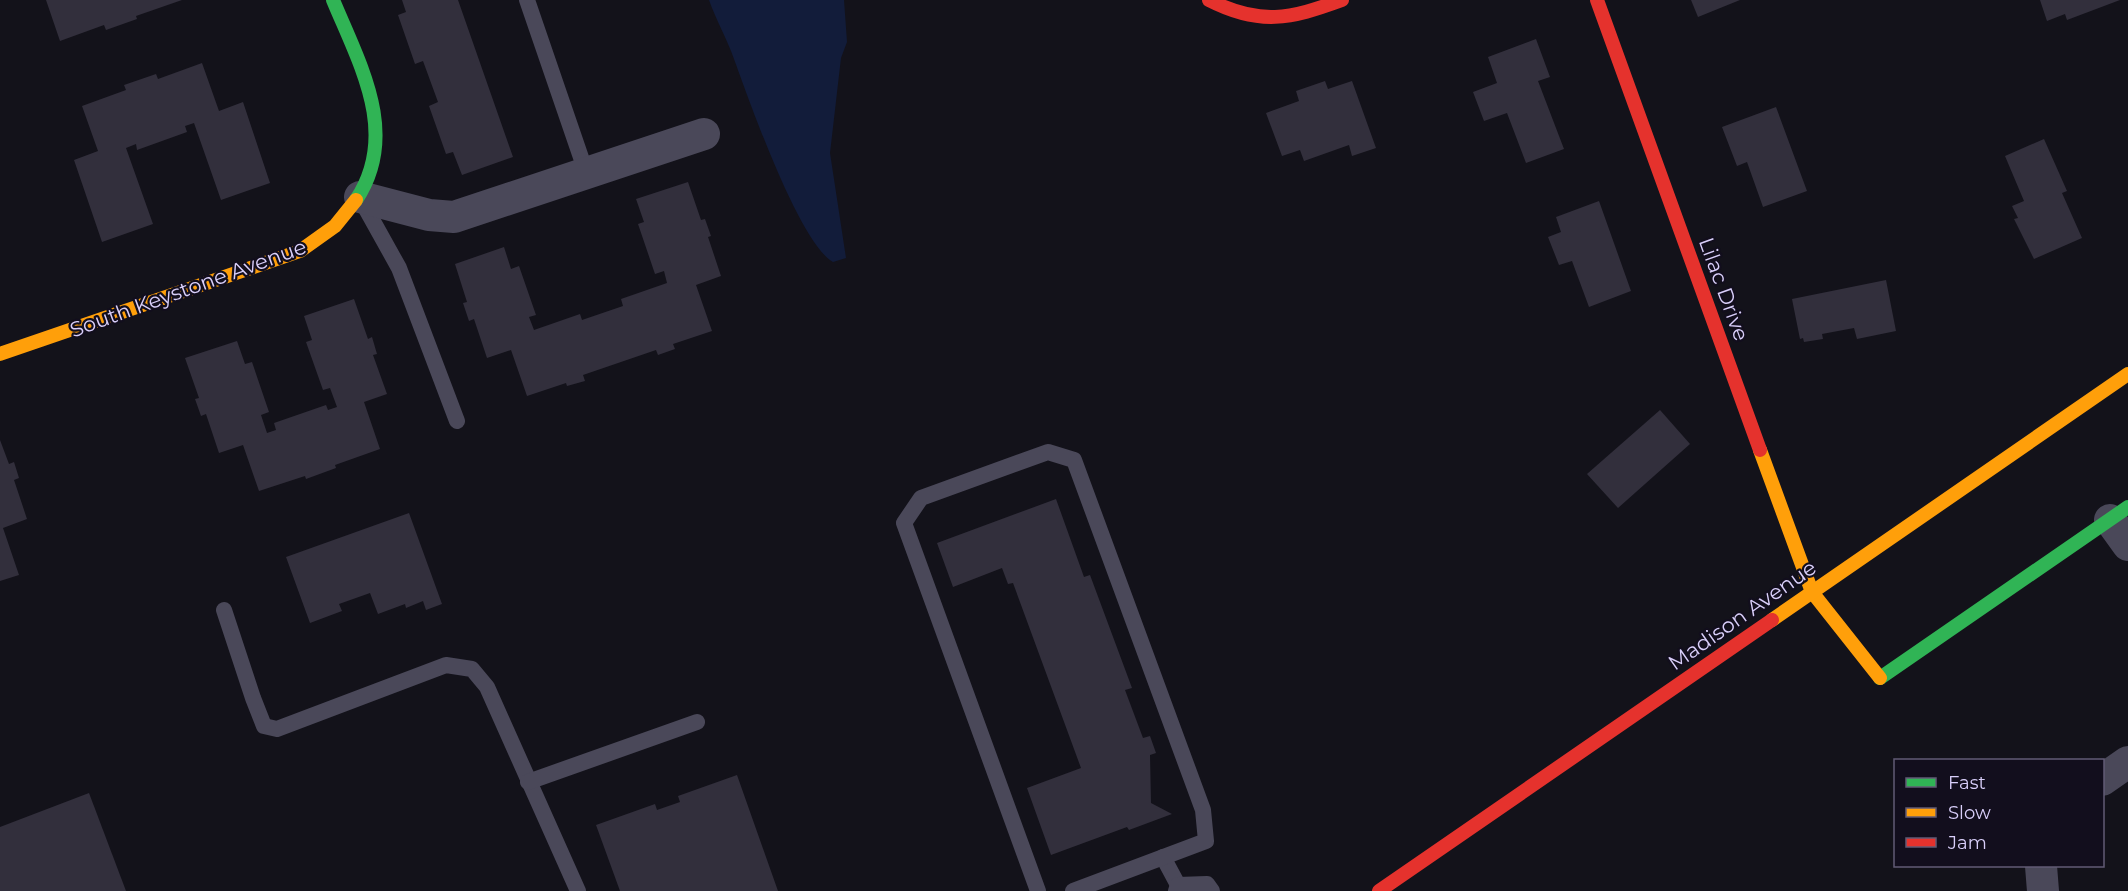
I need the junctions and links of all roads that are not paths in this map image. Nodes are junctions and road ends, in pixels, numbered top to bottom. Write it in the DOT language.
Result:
graph roads {
  1 [pos="333,0"];
  2 [pos="527,0"];
  3 [pos="1209,0"];
  4 [pos="1342,0"];
  5 [pos="1597,0"];
  6 [pos="704,134"];
  7 [pos="587,174"];
  8 [pos="362,193"];
  9 [pos="0,354"];
  10 [pos="2128,374"];
  11 [pos="457,421"];
  12 [pos="2119,514"];
  13 [pos="2128,545"];
  14 [pos="1812,592"];
  15 [pos="224,610"];
  16 [pos="697,722"];
  17 [pos="2128,762"];
  18 [pos="2104,779"];
  19 [pos="528,782"];
  20 [pos="1163,857"];
  21 [pos="2041,867"];
  22 [pos="1177,888"];
  23 [pos="578,891"];
  24 [pos="1038,891"];
  25 [pos="1073,891"];
  26 [pos="1212,891"];
  27 [pos="1379,891"];
  28 [pos="2043,891"];
  1 -- 8 [label="street"];
  2 -- 7 [label="lane"];
  3 -- 4 [label="street"];
  5 -- 14 [label="street, Lilac Drive"];
  6 -- 7 [label="street"];
  7 -- 8 [label="street"];
  8 -- 9 [label="street, South Keystone Avenue"];
  8 -- 11 [label="lane"];
  10 -- 14 [label="street, Madison Avenue"];
  12 -- 13 [label="street"];
  12 -- 14 [label="street, Lilac Drive"];
  14 -- 27 [label="street, Madison Avenue"];
  15 -- 19 [label="lane"];
  16 -- 19 [label="lane"];
  17 -- 18 [label="street"];
  19 -- 23 [label="lane"];
  20 -- 22 [label="lane"];
  20 -- 24 [label="lane"];
  20 -- 25 [label="lane"];
  21 -- 28 [label="street"];
  22 -- 26 [label="lane"];
}
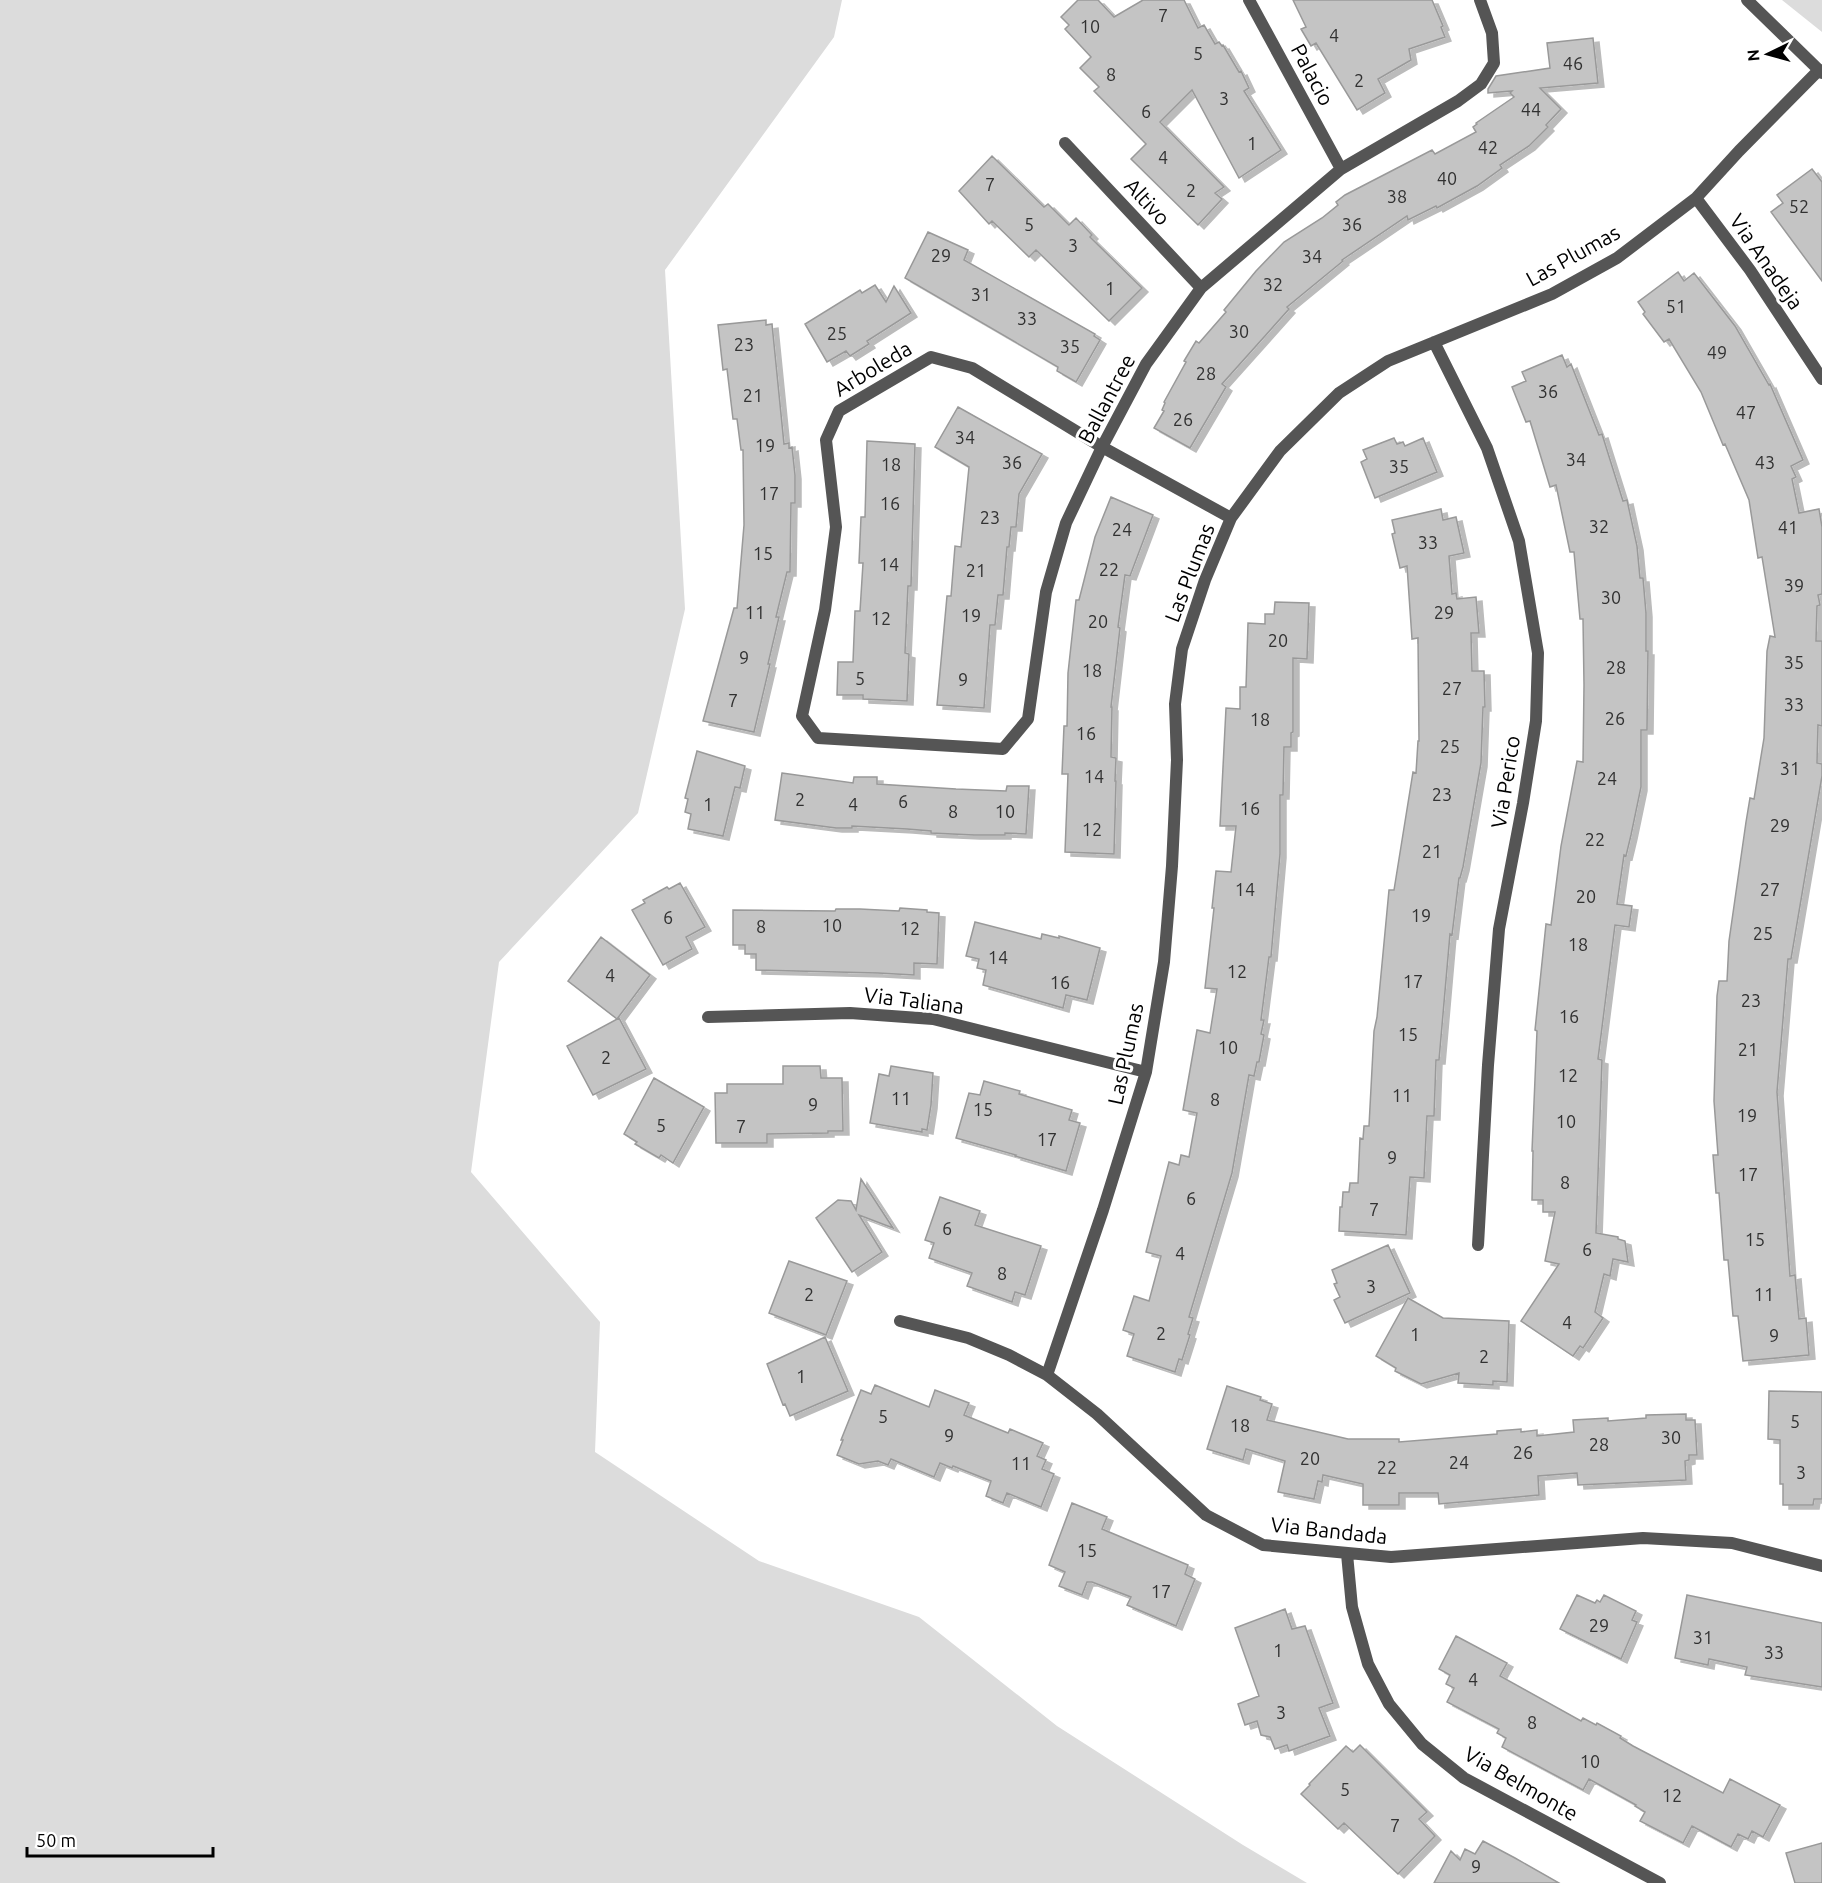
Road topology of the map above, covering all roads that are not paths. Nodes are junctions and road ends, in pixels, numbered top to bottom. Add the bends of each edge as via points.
1 (1249, 0) edge
2 (1480, 0) edge
3 (1747, 0) edge
4 (1820, 71) edge
5 (1065, 143) dead end
6 (1341, 169) junction
7 (1696, 198) junction
8 (1201, 288) junction
9 (1434, 342) junction
10 (1822, 380) edge
11 (1102, 447) junction
12 (1231, 518) junction
13 (802, 716) joint
14 (708, 1017) dead end
15 (1146, 1072) junction
16 (1478, 1245) dead end
17 (900, 1321) dead end
18 (1047, 1375) junction
19 (1347, 1554) junction
20 (1822, 1566) edge
21 (1660, 1883) edge

1 - 6 street, Palacio
2 - 6 street, Ballantree via 1492,33 1494,63 1481,84
3 - 4 street
4 - 7 street, Las Plumas
5 - 8 street, Altivo
6 - 8 street, Ballantree
7 - 9 street, Las Plumas via 1617,258 1552,294
7 - 10 street, Via Anadeja via 1750,270
8 - 11 street, Ballantree via 1146,364
9 - 12 street, Las Plumas via 1388,361 1339,393 1280,451
9 - 16 street, Via Perico via 1487,448 1519,541 1538,652 1536,721 1499,929
11 - 12 street, Arboleda
11 - 13 street, Ballantree via 1066,523 1046,592 1028,719 1002,749 818,738
11 - 13 street, Arboleda via 972,369 931,357 839,411 826,440 836,527 825,610
12 - 15 street, Las Plumas via 1182,650 1175,704 1177,760 1165,950
14 - 15 street, Via Taliana via 850,1012 933,1019
15 - 18 street, Las Plumas
17 - 18 street, Via Bandada via 968,1338
18 - 19 street, Via Bandada via 1097,1414 1206,1515 1263,1545
19 - 20 street, Via Bandada via 1391,1557 1643,1538 1732,1543
19 - 21 street, Via Belmonte via 1352,1607 1368,1664 1389,1704 1422,1744 1464,1778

Brief:
An exact repeat of all the data is required, pictures excluded.

Answer space:
I need the junctions and links of all roads that are not paths in this map image. Nodes are junctions and road ends, in pixels, numbered top to bottom. Write it in the DOT language.
Result:
graph roads {
  1 [pos="333,0"];
  2 [pos="527,0"];
  3 [pos="1209,0"];
  4 [pos="1342,0"];
  5 [pos="1597,0"];
  6 [pos="704,134"];
  7 [pos="587,174"];
  8 [pos="362,193"];
  9 [pos="0,354"];
  10 [pos="2128,374"];
  11 [pos="457,421"];
  12 [pos="2119,514"];
  13 [pos="2128,545"];
  14 [pos="1812,592"];
  15 [pos="224,610"];
  16 [pos="697,722"];
  17 [pos="2128,762"];
  18 [pos="2104,779"];
  19 [pos="528,782"];
  20 [pos="1163,857"];
  21 [pos="2041,867"];
  22 [pos="1177,888"];
  23 [pos="578,891"];
  24 [pos="1038,891"];
  25 [pos="1073,891"];
  26 [pos="1212,891"];
  27 [pos="1379,891"];
  28 [pos="2043,891"];
  1 -- 8 [label="street"];
  2 -- 7 [label="lane"];
  3 -- 4 [label="street"];
  5 -- 14 [label="street, Lilac Drive"];
  6 -- 7 [label="street"];
  7 -- 8 [label="street"];
  8 -- 9 [label="street, South Keystone Avenue"];
  8 -- 11 [label="lane"];
  10 -- 14 [label="street, Madison Avenue"];
  12 -- 13 [label="street"];
  12 -- 14 [label="street, Lilac Drive"];
  14 -- 27 [label="street, Madison Avenue"];
  15 -- 19 [label="lane"];
  16 -- 19 [label="lane"];
  17 -- 18 [label="street"];
  19 -- 23 [label="lane"];
  20 -- 22 [label="lane"];
  20 -- 24 [label="lane"];
  20 -- 25 [label="lane"];
  21 -- 28 [label="street"];
  22 -- 26 [label="lane"];
}
Road topology of the map above, covering all roads that are not paths. Nodes are junctions and road ends, in pixels, numbered top to bottom. Add the bends of each edge as via points.
1 (1249, 0) edge
2 (1480, 0) edge
3 (1747, 0) edge
4 (1820, 71) edge
5 (1065, 143) dead end
6 (1341, 169) junction
7 (1696, 198) junction
8 (1201, 288) junction
9 (1434, 342) junction
10 (1822, 380) edge
11 (1102, 447) junction
12 (1231, 518) junction
13 (802, 716) joint
14 (708, 1017) dead end
15 (1146, 1072) junction
16 (1478, 1245) dead end
17 (900, 1321) dead end
18 (1047, 1375) junction
19 (1347, 1554) junction
20 (1822, 1566) edge
21 (1660, 1883) edge

1 - 6 street, Palacio
2 - 6 street, Ballantree via 1492,33 1494,63 1481,84
3 - 4 street
4 - 7 street, Las Plumas
5 - 8 street, Altivo
6 - 8 street, Ballantree
7 - 9 street, Las Plumas via 1617,258 1552,294
7 - 10 street, Via Anadeja via 1750,270
8 - 11 street, Ballantree via 1146,364
9 - 12 street, Las Plumas via 1388,361 1339,393 1280,451
9 - 16 street, Via Perico via 1487,448 1519,541 1538,652 1536,721 1499,929
11 - 12 street, Arboleda
11 - 13 street, Ballantree via 1066,523 1046,592 1028,719 1002,749 818,738
11 - 13 street, Arboleda via 972,369 931,357 839,411 826,440 836,527 825,610
12 - 15 street, Las Plumas via 1182,650 1175,704 1177,760 1165,950
14 - 15 street, Via Taliana via 850,1012 933,1019
15 - 18 street, Las Plumas
17 - 18 street, Via Bandada via 968,1338
18 - 19 street, Via Bandada via 1097,1414 1206,1515 1263,1545
19 - 20 street, Via Bandada via 1391,1557 1643,1538 1732,1543
19 - 21 street, Via Belmonte via 1352,1607 1368,1664 1389,1704 1422,1744 1464,1778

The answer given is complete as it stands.